- cross-posted to:
- atheistmemes@lemmy.world
- cross-posted to:
- atheistmemes@lemmy.world
What I don’t understand is this: If your child disobeyed you but refused to admit they were wrong, would you condemn them to eternal fiery damnation? If your answer is no, because of your imperfect human morals, how could God, a perfect being with perfect morals, ever do something so disproportionate?
Does the Bible actually say it’s forever? I thought I’ve read a discussion before where it’s implied that one can still repent and be redeemed in the afterlife. I’m not a theologian or an expert in the least bit, so I may be misremembering or it could’ve just been someone from one of the various more modern, progressive religious sects.
The Greek Bible uses the word αιών, which (confusingly) refers to either a duration of time with a beginning and end, or eternity. When the Bible was translated into Latin, αιών was translated as aeternam exclusively. However, that sense may not have been the right one to use. The earliest writings of the church, before the 5th century or so, described Hell as an ultimately temporary place of purification, rather than an eternal destination.
There were many bad translations, and many purposefully bad ones.
Is it easier to exert control over a population with eternal damnation or proportional punishment?
King James version has lines like “your soul shall surely perish” which doesn’t sound like eternal damnation to me. It does say Lucifer was cast into the lake of fire, but to my knowledge doesn’t suggest this is a place human souls would end up.
Honestly I believe that hell was mostly an invention of religious leaders to gain more worshippers, and therefore more power. I don’t believe in any of it though.
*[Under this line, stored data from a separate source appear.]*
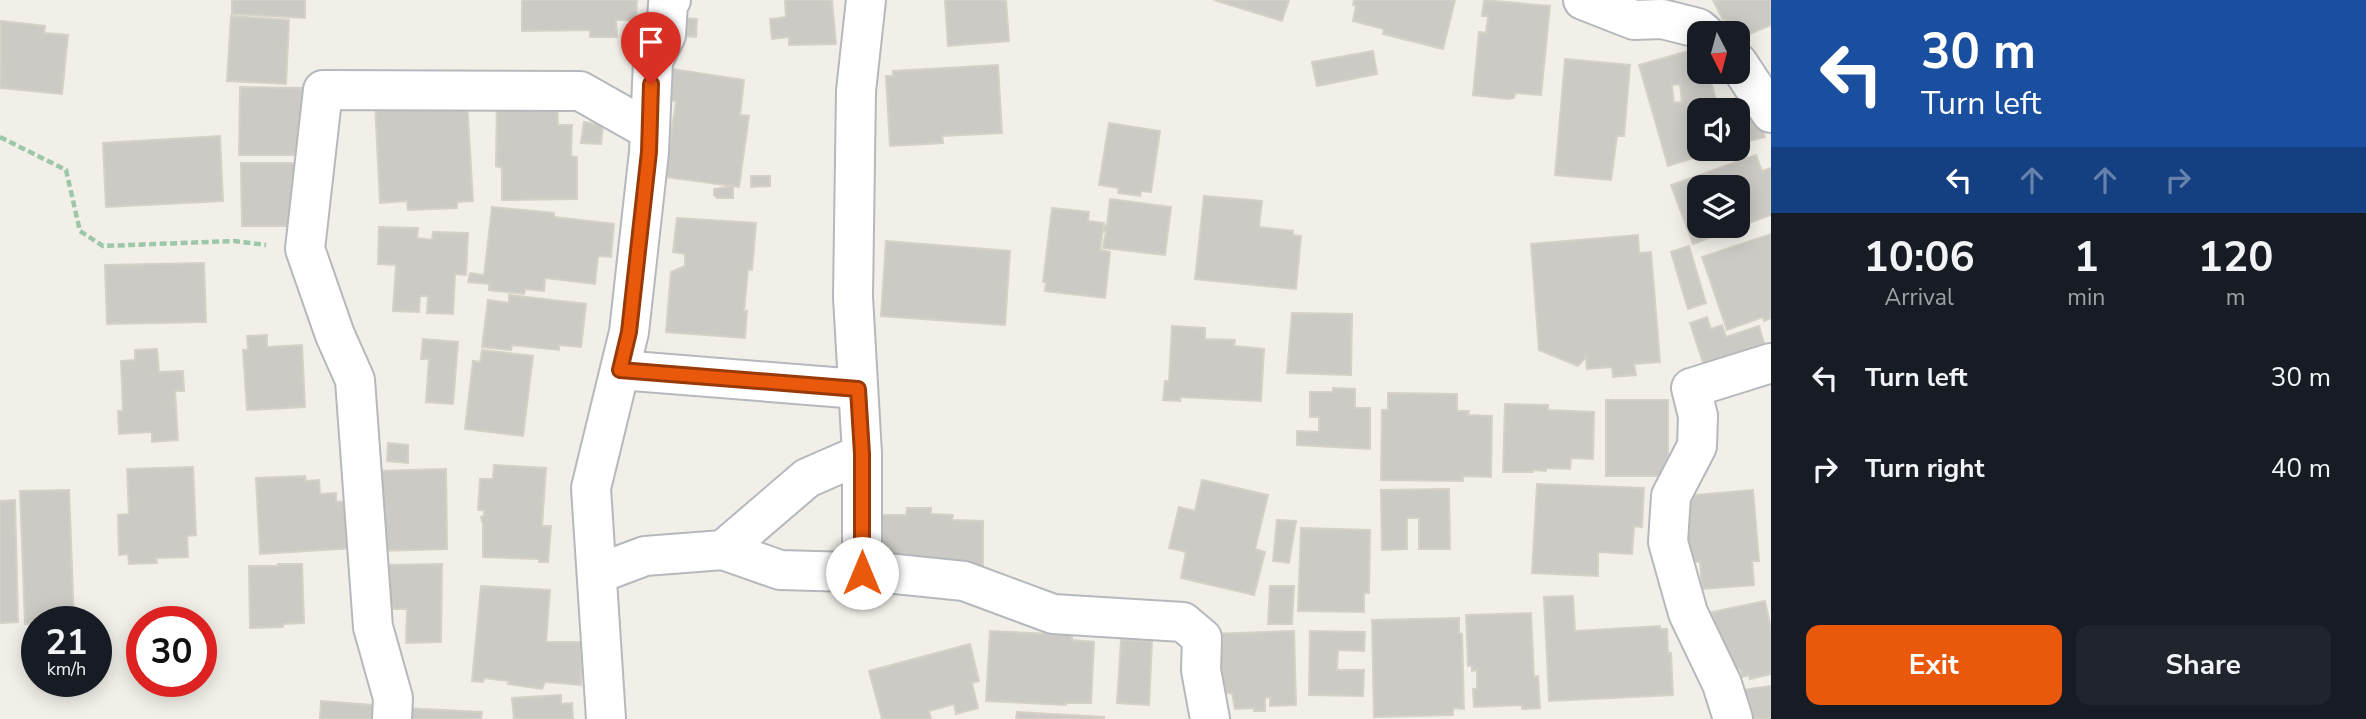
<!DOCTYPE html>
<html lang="en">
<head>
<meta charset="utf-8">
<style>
  :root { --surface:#171b24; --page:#20242c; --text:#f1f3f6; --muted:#9ea1a6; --accent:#ea580c }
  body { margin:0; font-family:"Nunito Sans",sans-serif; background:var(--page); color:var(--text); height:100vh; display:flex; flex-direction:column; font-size:26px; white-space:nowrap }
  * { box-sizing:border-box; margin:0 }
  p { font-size:23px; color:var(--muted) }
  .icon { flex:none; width:38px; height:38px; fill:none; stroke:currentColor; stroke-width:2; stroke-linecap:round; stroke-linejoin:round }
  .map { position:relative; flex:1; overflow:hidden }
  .side { display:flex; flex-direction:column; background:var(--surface); width:595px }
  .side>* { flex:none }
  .top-card { background:#1a4fa0; color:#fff; overflow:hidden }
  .needle { width:46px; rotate:174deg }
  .fabs { position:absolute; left:1687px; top:21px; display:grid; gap:14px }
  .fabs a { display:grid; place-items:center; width:63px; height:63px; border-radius:14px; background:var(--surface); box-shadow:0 4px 18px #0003; font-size:35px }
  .speed { position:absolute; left:21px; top:606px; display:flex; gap:14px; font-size:35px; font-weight:700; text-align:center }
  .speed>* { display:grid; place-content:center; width:91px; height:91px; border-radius:50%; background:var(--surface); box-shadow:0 4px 18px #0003; line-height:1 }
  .speed small { font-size:18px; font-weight:400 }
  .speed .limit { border:10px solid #d22; background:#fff; color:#111 }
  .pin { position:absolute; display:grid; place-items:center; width:60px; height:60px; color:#fff; margin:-72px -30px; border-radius:50% 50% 50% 0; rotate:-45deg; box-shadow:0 0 7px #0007 }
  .pin .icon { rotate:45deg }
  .me { position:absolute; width:77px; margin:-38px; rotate:0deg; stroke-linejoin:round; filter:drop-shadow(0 0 5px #0008) }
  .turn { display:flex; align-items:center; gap:24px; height:147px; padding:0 35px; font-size:32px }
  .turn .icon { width:91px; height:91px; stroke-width:2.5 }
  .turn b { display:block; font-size:49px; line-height:60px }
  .lanes { display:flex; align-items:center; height:66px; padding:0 35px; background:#0003; justify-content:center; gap:35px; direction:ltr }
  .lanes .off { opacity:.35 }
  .eta { display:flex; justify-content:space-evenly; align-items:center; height:119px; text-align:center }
  .eta b { font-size:42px; font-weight:700; line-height:49px }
  .button { display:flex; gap:14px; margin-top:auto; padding:14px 35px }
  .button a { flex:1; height:80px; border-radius:14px; background:var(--accent); color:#fff; font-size:28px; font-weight:700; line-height:80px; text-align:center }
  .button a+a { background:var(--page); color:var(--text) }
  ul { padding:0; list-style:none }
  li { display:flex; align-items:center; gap:21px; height:91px; padding:0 35px }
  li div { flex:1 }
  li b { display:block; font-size:26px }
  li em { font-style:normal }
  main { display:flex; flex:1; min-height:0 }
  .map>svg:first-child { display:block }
  .building { fill:#cccac5; stroke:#d6d1c6; stroke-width:2; fill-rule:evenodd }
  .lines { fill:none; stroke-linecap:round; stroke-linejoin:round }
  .street-casing { stroke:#b5b8bc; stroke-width:42 }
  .path { stroke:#9cc7a9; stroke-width:4.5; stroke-dasharray:7 3.5; stroke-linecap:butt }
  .street { stroke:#fff; stroke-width:38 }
  .route-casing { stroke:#983908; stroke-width:18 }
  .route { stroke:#ea580c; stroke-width:12 }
</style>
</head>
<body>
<main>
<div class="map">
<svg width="1771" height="719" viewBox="0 0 1771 719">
  <rect width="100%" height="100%" fill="#f1efe8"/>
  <g class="building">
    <path d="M232,0H305V18L232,14Z"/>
    <path d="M522,0H637L636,20H616L617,37H590V30L522,31Z"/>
    <path d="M785,0H832L836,44L789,45V37L772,39L770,19L786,17Z"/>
    <path d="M945,0H1006L1009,41L948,46Z"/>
    <path d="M1214,0H1289L1282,21Z"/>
    <path d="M1354,0H1455L1443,49L1383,34L1384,29L1353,21L1356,6L1353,5Z"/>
    <path d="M1484,0L1550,6L1541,95L1515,93L1514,98L1508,99L1473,95L1479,32L1486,33L1488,16H1482Z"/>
    <path d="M1713,0H1771V25L1738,39V33H1732L1725,19L1723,20Z"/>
    <path d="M231,16L289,20L286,84L227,81Z"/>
    <path d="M681,18L697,19L696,37L680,36Z"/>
    <path d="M1,21L45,26L44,33L68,35L62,94L0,88Z"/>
    <path d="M1699,48V72H1708L1719,110H1699V149H1722L1668,166L1639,65ZM1680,84L1682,102L1674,103L1672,85Z"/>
    <path d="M1373,51L1377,74L1317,86L1312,62Z"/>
    <path d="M1565,59L1630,65L1624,136H1617L1611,180L1555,175Z"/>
    <path d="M998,65L1002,133L942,136L943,143L890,146L886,76H893V71Z"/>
    <path d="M666,68L744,80L740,115L749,116L739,187L665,177L676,101L662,99Z"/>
    <path d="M240,87L305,88L304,155H239Z"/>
    <path d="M557,96L558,125H572L571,156L577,157V199L502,200V168L496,166L497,97Z"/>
    <path d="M467,101L473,201L457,202V208L408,210L407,201L380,203L375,103Z"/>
    <path d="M1738,114L1740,120L1759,115L1765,137L1738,144Z"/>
    <path d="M584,122L603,125L601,144L581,143Z"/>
    <path d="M1109,123L1160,131L1151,192L1141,191L1140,196L1118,193L1119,188L1099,185Z"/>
    <path d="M220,136L223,201L106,207L103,143Z"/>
    <path d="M1756,155L1762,171L1771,168V215L1693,244L1671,185ZM1699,187H1738V226H1699Z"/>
    <path d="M241,163H295V226H242Z"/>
    <path d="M751,176H770V186L751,187Z"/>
    <path d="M733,186V198H717L714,195V189Z"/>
    <path d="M1204,196L1262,201L1259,227L1293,231V235L1301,236L1296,289L1195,279Z"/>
    <path d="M1110,199L1171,207L1165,255L1103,248L1106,231H1104V225L1107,226Z"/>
    <path d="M492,207L554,213V217L614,224L611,257L598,256L595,284L545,278L544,291L525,289L524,294L489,290V284L468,282L470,273L484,275Z"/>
    <path d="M1052,208L1089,212L1088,221L1104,223L1100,250L1110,252L1105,298L1045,291L1046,282H1043Z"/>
    <path d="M677,218L756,223L752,270L748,269L744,312L747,311L745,338L666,332L671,272L685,266V254L673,252Z"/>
    <path d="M379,227L418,228L417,238L432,240L433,232L468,233L466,275L455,274L453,314L427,313L428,296H420L419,312L393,311L396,265L378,264Z"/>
    <path d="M1771,234V318L1764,321L1763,317L1727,330L1702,257Z"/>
    <path d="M1638,235L1639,253L1651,252L1660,362L1634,364L1636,375L1613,377L1612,367L1587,369L1586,357L1578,366L1539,350L1531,244Z"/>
    <path d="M886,241L1010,251L1005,325L881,316Z"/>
    <path d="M1689,246L1706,303L1688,309L1671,252Z"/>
    <path d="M204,263L206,322L107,324L105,265Z"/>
    <path d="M509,295L586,304L581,347L559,345V350L512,345L511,350L482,347L488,300L509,303Z"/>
    <path d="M1292,313L1352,314L1351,375L1287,373Z"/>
    <path d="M1707,317L1711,329L1722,325L1726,337L1759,326L1767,353L1706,372L1690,323Z"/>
    <path d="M1172,326L1205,328V339L1235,340L1234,346L1264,349L1261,401L1180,397V401L1163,400L1165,381H1169Z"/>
    <path d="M267,335V347L302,345L305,407L247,410L243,350H248L247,336Z"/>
    <path d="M423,339L458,342L453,404L426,402L429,359H421Z"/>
    <path d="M157,349L159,372L183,371L184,391H175L178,440L152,442V432L119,434L118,411H123L121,361L135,360V350Z"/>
    <path d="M482,350L533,356L523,436L465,429L473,361L480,362Z"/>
    <path d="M1333,388L1355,389V408H1370V449L1297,445V431L1319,432V417H1310V392H1333Z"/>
    <path d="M1388,393L1457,394V411H1469L1468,415L1492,416L1491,477L1463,476V481L1381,480L1382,410H1388Z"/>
    <rect x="1606" y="400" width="62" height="76"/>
    <path d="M1505,404L1548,405V410L1594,412L1593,459L1571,458L1570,469L1546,468V471L1533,470V472H1503Z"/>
    <path d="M388,443L408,445V463L387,461Z"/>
    <path d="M494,465L546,468L542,526H551L548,562H539V559L483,557V524L481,517L484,516V510H478L480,479H493Z"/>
    <path d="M193,467L196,535L187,536L188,557L156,558L157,563L129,564L128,554L119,555L118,515L129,514L127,469Z"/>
    <path d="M446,469L447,549L377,551L375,471Z"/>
    <path d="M305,476L306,481L319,480L320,494L336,493V502L352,501L354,548L260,554L256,478Z"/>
    <path d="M1202,480L1268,495L1255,549L1265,552L1254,595L1181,578L1186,552L1169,548L1179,507L1195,511Z"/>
    <path d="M1537,484L1644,488L1642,527L1634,526L1632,554L1598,552V576L1532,573Z"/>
    <path d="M1449,489L1450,549H1419V518H1407V549L1382,550L1381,490Z"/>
    <path d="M69,490L74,621H37V623L25,624L20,491Z"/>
    <path d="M1753,490L1759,561H1752L1754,585L1702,589L1700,562H1690L1684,496Z"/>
    <path d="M15,500L18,622L0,623V501Z"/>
    <path d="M907,508H931V514L953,515L952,520L983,521V569L883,566V544H881L882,515H906Z"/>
    <path d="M1277,520L1296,521L1289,563L1273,561Z"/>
    <path d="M1301,528L1370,530L1369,593H1364V612L1298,611Z"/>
    <path d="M278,564H302L304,623L283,624V627L250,628L249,566H278Z"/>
    <path d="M442,564L441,642L406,643L407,609H384V565Z"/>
    <path d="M481,586L550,590L546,642H581V685L545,682L542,689L508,684L509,681L484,678L483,682L472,681Z"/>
    <path d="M1270,586H1294L1292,624H1268Z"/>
    <path d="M1573,596L1575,631L1660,626V629H1667L1668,653H1671L1673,695L1549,701L1544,597Z"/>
    <path d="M1765,601L1771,630V674L1750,679L1749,675L1742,677L1740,669L1732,671L1717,636L1712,612Z"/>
    <path d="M1531,613L1534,677L1538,676L1540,708L1522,709V705L1474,707L1473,689H1477V670L1472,671V666H1468L1466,615Z"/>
    <path d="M1459,618V633L1462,634L1464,709L1453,708V715L1374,717L1372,620Z"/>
    <path d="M990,631L1072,635V640L1094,642L1091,703H1066V705L986,701Z"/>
    <path d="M1294,631L1296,705L1270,706V697L1265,698V711H1254L1255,708L1235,709L1232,693L1215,694L1210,634Z"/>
    <path d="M1310,631L1365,632L1364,651L1338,650L1337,670H1364L1363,696L1309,695Z"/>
    <path d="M1121,640L1152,641L1149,705L1117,703Z"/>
    <path d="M970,644L979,681L972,683L978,708L956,714L954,704L929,711L931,719H882L869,671Z"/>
    <path d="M1771,686V719H1746L1742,690Z"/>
    <path d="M561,695V704L572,703L573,719H514L512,698Z"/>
    <path d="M321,701L386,706V719H320Z"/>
    <path d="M403,708L482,712L481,719H403Z"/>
    <path d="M1017,712L1104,717V719H1016Z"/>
  </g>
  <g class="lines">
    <defs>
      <g id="street">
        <path d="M1583,0L1634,20L1662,19L1698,28L1704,33"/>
        <path d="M1738,63L1771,113"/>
        <path d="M620,370L858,389"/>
        <path d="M723,550L780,570L886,573L964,581L1053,614L1183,622L1202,638L1201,670L1210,719"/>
        <path d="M862,573V454"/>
        <path d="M597,574L645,556L723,550L807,478L862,454L853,297L856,91L866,0"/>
        <path d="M392,719L393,698L373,627L355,380L335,335L305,249L323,90L580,91L649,130"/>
        <path d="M606,719L591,488L629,332L649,152L653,61L666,35L668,4L671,0"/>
        <path d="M1733,719L1722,684L1688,613L1668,542L1671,496L1697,446L1698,416L1691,388L1771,363"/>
      </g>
    </defs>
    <use href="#street" class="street-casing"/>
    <path class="path" d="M0,137L66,170L80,231L103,246L234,241L266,245"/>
    <use href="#street" class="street"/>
  </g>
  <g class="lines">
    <defs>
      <path id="route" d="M651,84L649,152L629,332L620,370L858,389L862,454V573"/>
    </defs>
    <use href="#route" class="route-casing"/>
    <use href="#route" class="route"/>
  </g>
</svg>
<div class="fabs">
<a><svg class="needle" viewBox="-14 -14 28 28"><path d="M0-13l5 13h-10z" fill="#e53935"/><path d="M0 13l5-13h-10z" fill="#9ea1a6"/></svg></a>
<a><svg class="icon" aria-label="sound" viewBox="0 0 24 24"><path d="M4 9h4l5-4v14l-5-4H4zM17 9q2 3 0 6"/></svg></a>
<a><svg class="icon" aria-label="layers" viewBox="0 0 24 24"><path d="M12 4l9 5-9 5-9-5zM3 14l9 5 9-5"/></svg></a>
</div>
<div class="speed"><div>21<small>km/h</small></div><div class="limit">30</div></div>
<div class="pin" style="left:651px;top:84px;background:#d93025"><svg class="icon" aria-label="arrive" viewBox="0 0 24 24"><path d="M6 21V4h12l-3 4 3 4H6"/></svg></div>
<svg class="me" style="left:862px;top:573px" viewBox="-20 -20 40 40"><circle r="19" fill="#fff"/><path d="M0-13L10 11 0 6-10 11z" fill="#ea580c"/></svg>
</div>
<section class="side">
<div class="top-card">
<div class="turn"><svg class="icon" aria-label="left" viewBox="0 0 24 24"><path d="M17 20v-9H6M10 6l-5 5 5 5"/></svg><div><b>30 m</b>Turn left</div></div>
<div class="lanes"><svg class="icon" aria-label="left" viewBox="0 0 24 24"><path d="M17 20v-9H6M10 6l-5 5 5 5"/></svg><svg class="icon off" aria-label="ahead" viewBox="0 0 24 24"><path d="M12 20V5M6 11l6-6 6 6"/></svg><svg class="icon off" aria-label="ahead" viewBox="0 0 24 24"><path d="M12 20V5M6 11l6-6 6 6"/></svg><svg class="icon off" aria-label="right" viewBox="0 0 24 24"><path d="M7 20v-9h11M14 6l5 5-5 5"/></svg></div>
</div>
<div class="eta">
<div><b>10:06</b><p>Arrival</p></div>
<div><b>1</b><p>min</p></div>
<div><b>120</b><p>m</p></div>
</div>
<ul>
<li><svg class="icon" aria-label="left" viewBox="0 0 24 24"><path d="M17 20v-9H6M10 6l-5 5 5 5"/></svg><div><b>Turn left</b></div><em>30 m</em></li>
<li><svg class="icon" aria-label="right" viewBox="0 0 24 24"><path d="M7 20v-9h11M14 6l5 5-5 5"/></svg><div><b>Turn right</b></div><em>40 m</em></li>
</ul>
<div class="button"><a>Exit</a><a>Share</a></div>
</section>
</main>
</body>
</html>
Hell as we picture it is basically just fan fiction.
All of it is fan fiction. Even the Christians who know anything about history admit that most of the books of the bible were written circa 300CE. Jesus likely never existed, and if he did he was one among many self-styled prophets wandering the holy land.
Agreed. And I’m not religious, either. I’m not rigidly atheist, but I am highly skeptical of some omniscient, omnipotent being playing some divine version of RimWorld.
Damnit, now I feel like playing some RimWorld…
Dammit!
*reinstalling Rimworld
Yes, it says it’s forever. The Catholic church does have a doctrine of purgatory, but it’s for the flawed faithful.
But it also treats it akin to a spouse that has been continuously cheated on; all his gifts twisted, broken, and trashed; finally leaving the house.
Or self-inflicted by humanity, God going: “do you really, really want to stay apart from the source of life and all good? Then have it your way… ☹️”
I would argue that as god’s creation, sentences like that made by mortals are the true test of faith: what you know to be true versus what some angry person tells you. I’d like to think if this mythos is real, that those that stayed openly gay, for example, and didn’t hurt anyone were given the gold star upon arrival to heaven like, “You passed! You passed the test of faith! I knew you could do it, I believed in you!” And those that hid their gayness or condemned others, “Aw… sorry buddy. better luck next time, okay?”
Also, I keep seeing people quoting stuff outside of the bible like biblical truth, like The Rapture, and stuff from Dante’s Inferno which is, at best, Bible fan-fic.
the whole bible is fan fic. also, why all the tests? why not just create heaven and call it there?